#### [Exercise data]
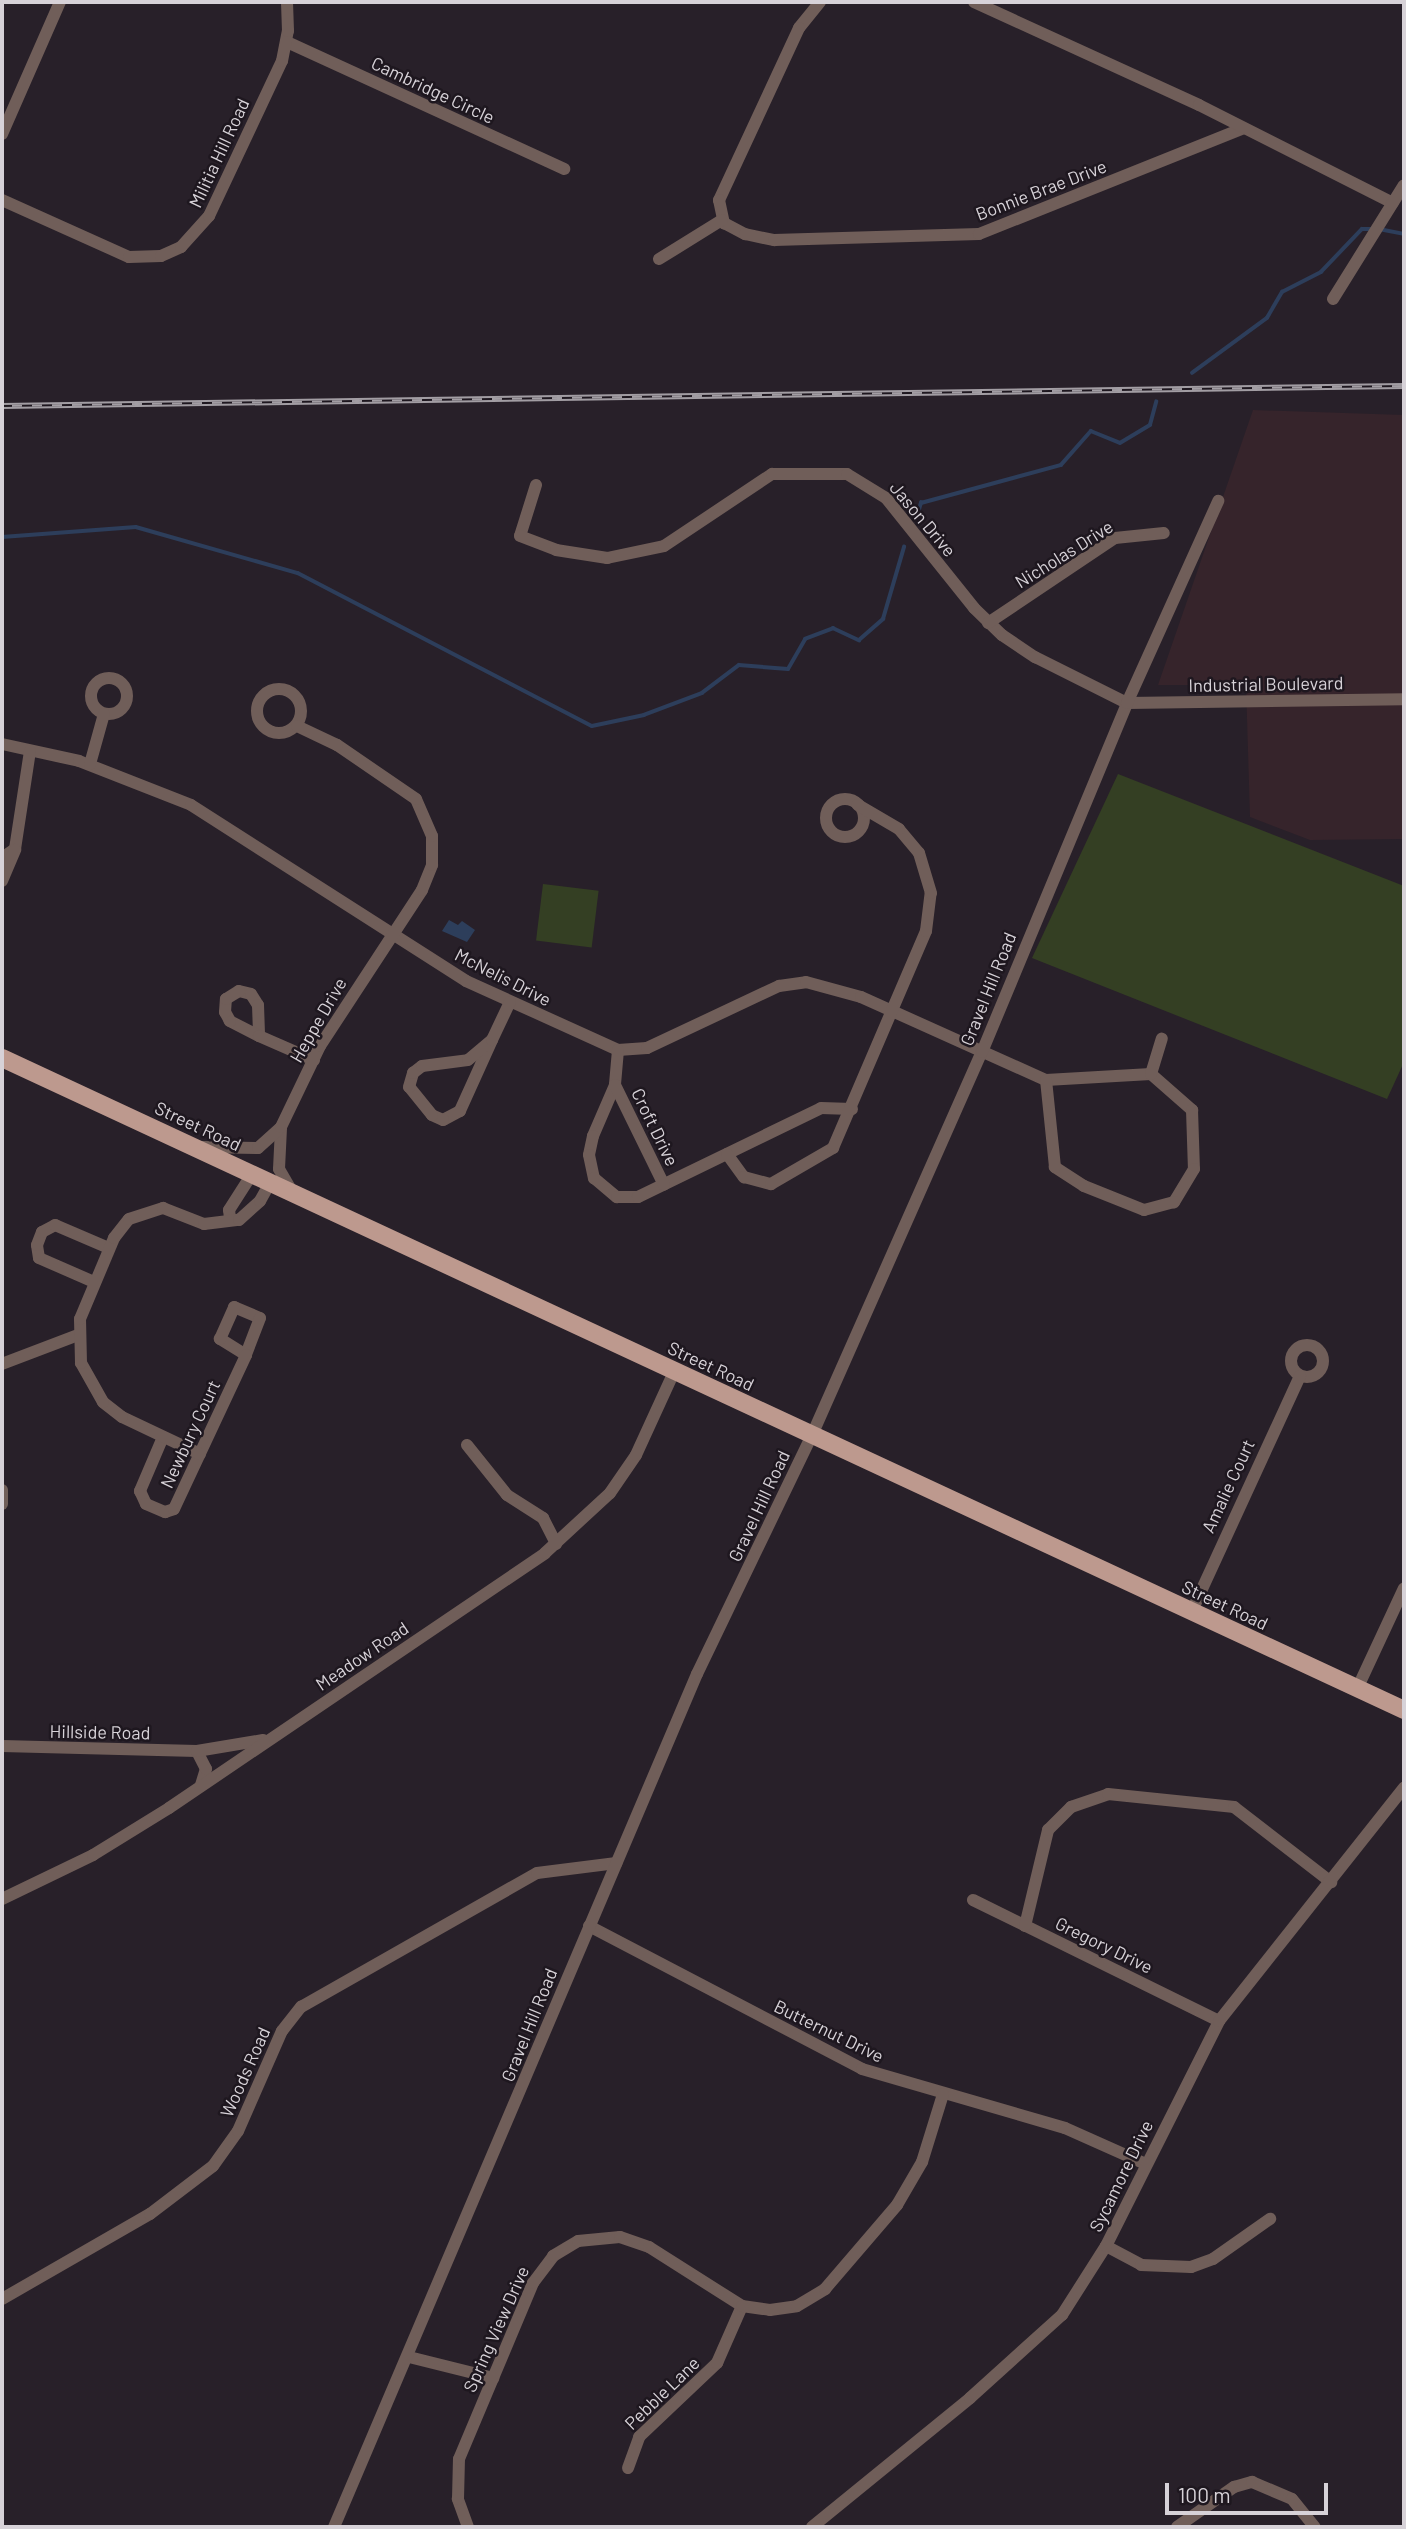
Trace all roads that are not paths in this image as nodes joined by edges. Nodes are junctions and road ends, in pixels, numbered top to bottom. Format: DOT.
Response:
graph roads {
  1 [pos="60,2"];
  2 [pos="287,2"];
  3 [pos="820,2"];
  4 [pos="974,2"];
  5 [pos="286,42"];
  6 [pos="1244,128"];
  7 [pos="2,134"];
  8 [pos="564,169"];
  9 [pos="1404,185"];
  10 [pos="2,200"];
  11 [pos="1390,208"];
  12 [pos="722,220"];
  13 [pos="659,259"];
  14 [pos="1333,299"];
  15 [pos="536,485"];
  16 [pos="1218,501"];
  17 [pos="1164,533"];
  18 [pos="988,623"];
  19 [pos="1404,699"];
  20 [pos="1127,703"];
  21 [pos="104,714"];
  22 [pos="297,726"];
  23 [pos="2,744"];
  24 [pos="30,751"];
  25 [pos="90,764"];
  26 [pos="858,805"];
  27 [pos="15,849"];
  28 [pos="2,858"];
  29 [pos="2,881"];
  30 [pos="391,934"];
  31 [pos="510,1002"];
  32 [pos="893,1011"];
  33 [pos="259,1036"];
  34 [pos="1162,1039"];
  35 [pos="492,1040"];
  36 [pos="618,1050"];
  37 [pos="982,1052"];
  38 [pos="2,1058"];
  39 [pos="314,1060"];
  40 [pos="1151,1074"];
  41 [pos="1046,1080"];
  42 [pos="615,1085"];
  43 [pos="852,1109"];
  44 [pos="281,1127"];
  45 [pos="191,1146"];
  46 [pos="727,1154"];
  47 [pos="252,1174"];
  48 [pos="270,1183"];
  49 [pos="664,1185"];
  50 [pos="300,1197"];
  51 [pos="230,1218"];
  52 [pos="109,1248"];
  53 [pos="94,1282"];
  54 [pos="78,1335"];
  55 [pos="246,1355"];
  56 [pos="2,1364"];
  57 [pos="674,1372"];
  58 [pos="1300,1376"];
  59 [pos="811,1435"];
  60 [pos="163,1437"];
  61 [pos="467,1445"];
  62 [pos="200,1454"];
  63 [pos="2,1490"];
  64 [pos="2,1504"];
  65 [pos="556,1544"];
  66 [pos="1404,1588"];
  67 [pos="1191,1613"];
  68 [pos="1357,1689"];
  69 [pos="1404,1710"];
  70 [pos="270,1739"];
  71 [pos="2,1746"];
  72 [pos="197,1751"];
  73 [pos="201,1785"];
  74 [pos="1404,1788"];
  75 [pos="616,1863"];
  76 [pos="1331,1882"];
  77 [pos="2,1899"];
  78 [pos="973,1900"];
  79 [pos="589,1926"];
  80 [pos="1025,1926"];
  81 [pos="1219,2021"];
  82 [pos="943,2094"];
  83 [pos="1146,2164"];
  84 [pos="1270,2219"];
  85 [pos="1106,2246"];
  86 [pos="2,2299"];
  87 [pos="742,2306"];
  88 [pos="409,2357"];
  89 [pos="492,2378"];
  90 [pos="628,2468"];
  91 [pos="334,2527"];
  92 [pos="468,2527"];
  93 [pos="812,2527"];
  94 [pos="1177,2527"];
  95 [pos="1315,2527"];
  1 -- 7 [label="street"];
  2 -- 5 [label="street, Militia Hill Road"];
  3 -- 12 [label="street"];
  4 -- 6 [label="street"];
  5 -- 8 [label="street, Cambridge Circle"];
  5 -- 10 [label="street, Militia Hill Road"];
  6 -- 11 [label="street"];
  6 -- 12 [label="street, Bonnie Brae Drive"];
  9 -- 11 [label="street"];
  11 -- 14 [label="street"];
  12 -- 13 [label="street"];
  15 -- 18 [label="street, Jason Drive"];
  16 -- 20 [label="street, Gravel Hill Road"];
  17 -- 18 [label="street, Nicholas Drive"];
  18 -- 20 [label="street, Jason Drive"];
  19 -- 20 [label="street, Industrial Boulevard"];
  20 -- 37 [label="street, Gravel Hill Road"];
  21 -- 25 [label="street"];
  22 -- 30 [label="street, Heppe Drive"];
  23 -- 24 [label="street, McNelis Drive"];
  24 -- 25 [label="street, McNelis Drive"];
  24 -- 27 [label="street"];
  25 -- 30 [label="street, McNelis Drive"];
  26 -- 32 [label="street"];
  27 -- 28 [label="street"];
  27 -- 29 [label="street"];
  30 -- 31 [label="street, McNelis Drive"];
  30 -- 39 [label="street, Heppe Drive"];
  31 -- 35 [label="street"];
  31 -- 36 [label="street, McNelis Drive"];
  32 -- 36 [label="street"];
  32 -- 37 [label="street"];
  32 -- 43 [label="street"];
  33 -- 39 [label="street"];
  34 -- 40 [label="street"];
  35 -- 35 [label="street"];
  36 -- 42 [label="street, Croft Drive"];
  37 -- 41 [label="street"];
  37 -- 59 [label="street, Gravel Hill Road"];
  38 -- 45 [label="main road, Street Road"];
  39 -- 44 [label="street, Heppe Drive"];
  40 -- 41 [label="street"];
  40 -- 41 [label="street"];
  42 -- 49 [label="street, Croft Drive"];
  42 -- 49 [label="street, Croft Drive"];
  43 -- 46 [label="street, Croft Drive"];
  43 -- 46 [label="street"];
  44 -- 45 [label="street, Heppe Drive"];
  44 -- 50 [label="street, Heppe Drive"];
  45 -- 47 [label="main road, Street Road"];
  46 -- 49 [label="street, Croft Drive"];
  47 -- 48 [label="main road, Street Road"];
  47 -- 51 [label="street"];
  48 -- 50 [label="main road, Street Road"];
  48 -- 51 [label="street"];
  50 -- 57 [label="main road, Street Road"];
  51 -- 52 [label="street"];
  52 -- 53 [label="street"];
  52 -- 53 [label="street"];
  53 -- 54 [label="street"];
  54 -- 56 [label="street"];
  54 -- 60 [label="street"];
  55 -- 62 [label="street, Newbury Court"];
  57 -- 59 [label="main road, Street Road"];
  57 -- 65 [label="street, Meadow Road"];
  58 -- 67 [label="street, Amalie Court"];
  59 -- 67 [label="main road, Street Road"];
  59 -- 75 [label="street, Gravel Hill Road"];
  60 -- 62 [label="street"];
  60 -- 62 [label="street, Newbury Court"];
  61 -- 65 [label="street"];
  63 -- 64 [label="street"];
  65 -- 70 [label="street, Meadow Road"];
  66 -- 68 [label="street"];
  67 -- 68 [label="main road, Street Road"];
  68 -- 69 [label="main road, Street Road"];
  70 -- 72 [label="street, Hillside Road"];
  70 -- 73 [label="street, Meadow Road"];
  71 -- 72 [label="street, Hillside Road"];
  72 -- 73 [label="street"];
  73 -- 77 [label="street, Meadow Road"];
  74 -- 76 [label="street, Sycamore Drive"];
  75 -- 79 [label="street, Gravel Hill Road"];
  75 -- 86 [label="street, Woods Road"];
  76 -- 80 [label="street"];
  76 -- 81 [label="street, Sycamore Drive"];
  78 -- 80 [label="street, Gregory Drive"];
  79 -- 82 [label="street, Butternut Drive"];
  79 -- 88 [label="street, Gravel Hill Road"];
  80 -- 81 [label="street, Gregory Drive"];
  81 -- 83 [label="street, Sycamore Drive"];
  82 -- 83 [label="street, Butternut Drive"];
  82 -- 87 [label="street, Spring View Drive"];
  83 -- 85 [label="street, Sycamore Drive"];
  84 -- 85 [label="street"];
  85 -- 93 [label="street, Sycamore Drive"];
  87 -- 89 [label="street, Spring View Drive"];
  87 -- 90 [label="street, Pebble Lane"];
  88 -- 89 [label="street"];
  88 -- 91 [label="street, Gravel Hill Road"];
  89 -- 92 [label="street, Spring View Drive"];
  94 -- 95 [label="street"];
}
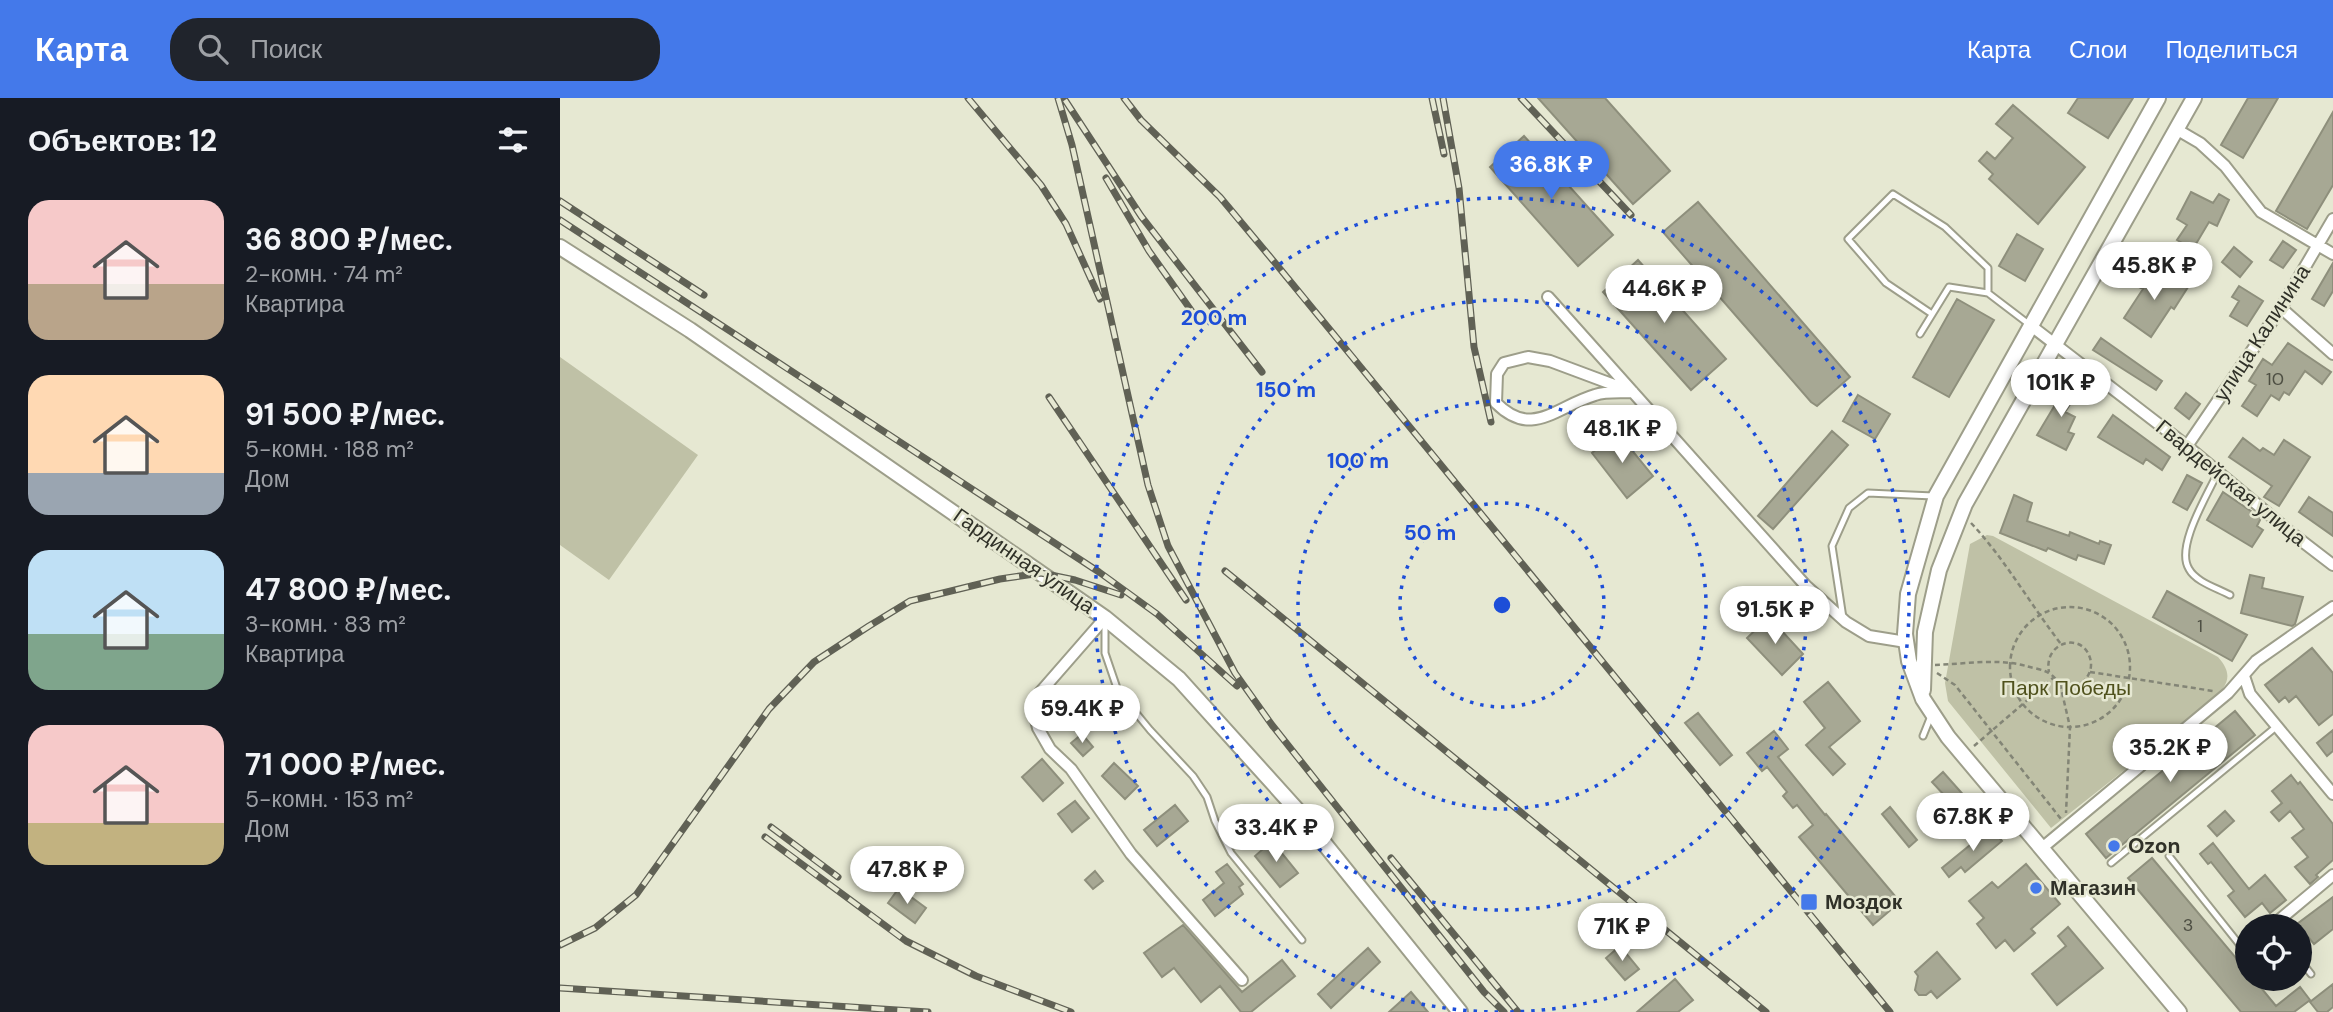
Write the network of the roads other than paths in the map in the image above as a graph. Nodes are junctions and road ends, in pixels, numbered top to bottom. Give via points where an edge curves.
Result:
1 (2158, 98) edge
2 (2194, 98) edge
3 (2176, 129) junction
4 (2333, 219) edge
5 (2318, 245) junction
6 (560, 247) edge
7 (2333, 254) edge
8 (1988, 293) junction
9 (1548, 297) dead end
10 (2281, 308) junction
11 (1932, 314) junction
12 (2030, 325) junction
13 (1920, 334) dead end
14 (2055, 343) junction
15 (2333, 354) edge
16 (1633, 392) junction
17 (2187, 446) junction
18 (2218, 472) junction
19 (1936, 496) junction
20 (2333, 565) edge
21 (2230, 595) dead end
22 (2333, 607) edge
23 (1105, 618) junction
24 (1844, 620) junction
25 (1906, 642) junction
26 (2244, 676) junction
27 (1923, 699) junction
28 (1932, 713) junction
29 (2276, 726) junction
30 (1923, 736) dead end
31 (2333, 793) edge
32 (2000, 798) junction
33 (1984, 812) dead end
34 (2042, 848) junction
35 (2169, 856) dead end
36 (2111, 863) dead end
37 (2333, 875) edge
38 (2286, 914) edge
39 (2235, 937) edge
40 (1302, 940) dead end
41 (1241, 980) dead end
42 (1460, 1012) edge
43 (2179, 1012) edge

1 - 12 street
2 - 3 street
3 - 5 street via 2225,166 2261,212
3 - 14 street
4 - 5 street, улица Калинина
5 - 7 street
5 - 10 street, улица Калинина
6 - 23 street, Гардинная улица via 690,330
8 - 11 lane via 1949,287
8 - 11 lane via 1988,268 1945,227 1893,194 1848,239 1886,283
8 - 12 lane
9 - 16 street
10 - 15 street
10 - 17 street, улица Калинина
11 - 13 lane
12 - 14 street, Гвардейская улица
12 - 19 street
14 - 17 street, Гвардейская улица
14 - 27 street via 1965,503 1939,570 1925,632
16 - 16 street via 1597,394 1532,422 1509,416 1496,402 1497,374 1504,363 1528,357
16 - 24 street via 1806,586
17 - 18 street, Гвардейская улица
18 - 20 street, Гвардейская улица
18 - 21 lane via 2187,540 2185,557 2197,578
19 - 24 lane via 1868,493 1849,508 1832,546
19 - 25 street via 1908,594
22 - 26 street via 2256,661
23 - 40 lane via 1105,653 1118,691 1193,776 1231,853
23 - 41 street, Гардинная улица via 1037,696 1038,728 1131,854
23 - 42 street via 1189,689 1298,811
24 - 25 street via 1869,636
25 - 27 street
26 - 29 street via 2250,694
26 - 34 street
27 - 28 street
28 - 30 lane
28 - 32 street
29 - 31 street
29 - 36 lane
32 - 33 lane
32 - 34 street
34 - 43 street
35 - 39 lane
37 - 38 street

#### [Work request]
Copy out each line of the data in which the word "dead" appears.

#### [Result below]
9 (1548, 297) dead end
13 (1920, 334) dead end
21 (2230, 595) dead end
30 (1923, 736) dead end
33 (1984, 812) dead end
35 (2169, 856) dead end
36 (2111, 863) dead end
40 (1302, 940) dead end
41 (1241, 980) dead end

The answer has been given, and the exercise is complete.